Stored items:
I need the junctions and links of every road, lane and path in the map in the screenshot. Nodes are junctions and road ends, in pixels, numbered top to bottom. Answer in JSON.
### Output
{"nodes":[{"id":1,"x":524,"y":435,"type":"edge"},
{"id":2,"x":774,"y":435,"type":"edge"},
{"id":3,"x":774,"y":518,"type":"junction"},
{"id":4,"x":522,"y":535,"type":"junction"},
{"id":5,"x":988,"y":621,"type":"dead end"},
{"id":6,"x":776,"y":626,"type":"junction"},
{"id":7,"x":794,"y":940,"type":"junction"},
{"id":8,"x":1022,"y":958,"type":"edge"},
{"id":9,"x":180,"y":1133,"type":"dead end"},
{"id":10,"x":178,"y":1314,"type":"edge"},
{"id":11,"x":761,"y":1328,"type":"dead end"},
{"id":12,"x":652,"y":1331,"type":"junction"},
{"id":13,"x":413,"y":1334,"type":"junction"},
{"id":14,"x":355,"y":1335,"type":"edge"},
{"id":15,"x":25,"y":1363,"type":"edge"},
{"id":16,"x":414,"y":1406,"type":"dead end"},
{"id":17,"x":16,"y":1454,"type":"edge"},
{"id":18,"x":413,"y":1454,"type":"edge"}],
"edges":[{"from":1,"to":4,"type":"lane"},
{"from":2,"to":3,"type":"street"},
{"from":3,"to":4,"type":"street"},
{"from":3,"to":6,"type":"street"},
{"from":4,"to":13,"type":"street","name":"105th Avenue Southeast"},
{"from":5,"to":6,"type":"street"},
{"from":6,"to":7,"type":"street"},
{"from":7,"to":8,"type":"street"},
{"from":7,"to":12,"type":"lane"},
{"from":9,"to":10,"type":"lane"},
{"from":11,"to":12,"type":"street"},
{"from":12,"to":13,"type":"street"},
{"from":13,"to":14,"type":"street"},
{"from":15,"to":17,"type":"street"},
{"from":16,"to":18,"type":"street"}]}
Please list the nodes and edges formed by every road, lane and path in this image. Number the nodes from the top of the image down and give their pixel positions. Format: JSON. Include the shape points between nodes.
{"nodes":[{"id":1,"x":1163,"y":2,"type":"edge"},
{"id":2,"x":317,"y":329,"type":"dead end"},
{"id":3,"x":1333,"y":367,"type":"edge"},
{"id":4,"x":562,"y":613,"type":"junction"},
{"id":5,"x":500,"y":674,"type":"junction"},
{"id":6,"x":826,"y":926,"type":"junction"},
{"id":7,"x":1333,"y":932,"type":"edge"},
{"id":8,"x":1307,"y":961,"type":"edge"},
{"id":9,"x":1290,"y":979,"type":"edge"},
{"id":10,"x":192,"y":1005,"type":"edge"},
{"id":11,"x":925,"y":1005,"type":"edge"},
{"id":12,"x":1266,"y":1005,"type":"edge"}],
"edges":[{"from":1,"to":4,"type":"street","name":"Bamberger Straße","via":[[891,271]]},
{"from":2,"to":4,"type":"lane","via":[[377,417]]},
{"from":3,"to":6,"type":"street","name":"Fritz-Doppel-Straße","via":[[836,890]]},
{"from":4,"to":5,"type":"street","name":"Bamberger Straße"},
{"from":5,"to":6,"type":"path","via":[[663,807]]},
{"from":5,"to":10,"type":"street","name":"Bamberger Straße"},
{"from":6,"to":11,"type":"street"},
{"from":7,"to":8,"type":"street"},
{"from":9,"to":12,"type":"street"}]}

▶ EXERCISE INSTRUCTIONS
Copy out each record exactly as given, omitting none.

▶ EXERCISE ANSWER
I need the junctions and links of every road, lane and path in the map in the screenshot. Nodes are junctions and road ends, in pixels, numbered top to bottom. Answer in JSON.
### Output
{"nodes":[{"id":1,"x":524,"y":435,"type":"edge"},
{"id":2,"x":774,"y":435,"type":"edge"},
{"id":3,"x":774,"y":518,"type":"junction"},
{"id":4,"x":522,"y":535,"type":"junction"},
{"id":5,"x":988,"y":621,"type":"dead end"},
{"id":6,"x":776,"y":626,"type":"junction"},
{"id":7,"x":794,"y":940,"type":"junction"},
{"id":8,"x":1022,"y":958,"type":"edge"},
{"id":9,"x":180,"y":1133,"type":"dead end"},
{"id":10,"x":178,"y":1314,"type":"edge"},
{"id":11,"x":761,"y":1328,"type":"dead end"},
{"id":12,"x":652,"y":1331,"type":"junction"},
{"id":13,"x":413,"y":1334,"type":"junction"},
{"id":14,"x":355,"y":1335,"type":"edge"},
{"id":15,"x":25,"y":1363,"type":"edge"},
{"id":16,"x":414,"y":1406,"type":"dead end"},
{"id":17,"x":16,"y":1454,"type":"edge"},
{"id":18,"x":413,"y":1454,"type":"edge"}],
"edges":[{"from":1,"to":4,"type":"lane"},
{"from":2,"to":3,"type":"street"},
{"from":3,"to":4,"type":"street"},
{"from":3,"to":6,"type":"street"},
{"from":4,"to":13,"type":"street","name":"105th Avenue Southeast"},
{"from":5,"to":6,"type":"street"},
{"from":6,"to":7,"type":"street"},
{"from":7,"to":8,"type":"street"},
{"from":7,"to":12,"type":"lane"},
{"from":9,"to":10,"type":"lane"},
{"from":11,"to":12,"type":"street"},
{"from":12,"to":13,"type":"street"},
{"from":13,"to":14,"type":"street"},
{"from":15,"to":17,"type":"street"},
{"from":16,"to":18,"type":"street"}]}
Please list the nodes and edges formed by every road, lane and path in this image. Number the nodes from the top of the image down and give their pixel positions. Format: JSON. Include the shape points between nodes.
{"nodes":[{"id":1,"x":1163,"y":2,"type":"edge"},
{"id":2,"x":317,"y":329,"type":"dead end"},
{"id":3,"x":1333,"y":367,"type":"edge"},
{"id":4,"x":562,"y":613,"type":"junction"},
{"id":5,"x":500,"y":674,"type":"junction"},
{"id":6,"x":826,"y":926,"type":"junction"},
{"id":7,"x":1333,"y":932,"type":"edge"},
{"id":8,"x":1307,"y":961,"type":"edge"},
{"id":9,"x":1290,"y":979,"type":"edge"},
{"id":10,"x":192,"y":1005,"type":"edge"},
{"id":11,"x":925,"y":1005,"type":"edge"},
{"id":12,"x":1266,"y":1005,"type":"edge"}],
"edges":[{"from":1,"to":4,"type":"street","name":"Bamberger Straße","via":[[891,271]]},
{"from":2,"to":4,"type":"lane","via":[[377,417]]},
{"from":3,"to":6,"type":"street","name":"Fritz-Doppel-Straße","via":[[836,890]]},
{"from":4,"to":5,"type":"street","name":"Bamberger Straße"},
{"from":5,"to":6,"type":"path","via":[[663,807]]},
{"from":5,"to":10,"type":"street","name":"Bamberger Straße"},
{"from":6,"to":11,"type":"street"},
{"from":7,"to":8,"type":"street"},
{"from":9,"to":12,"type":"street"}]}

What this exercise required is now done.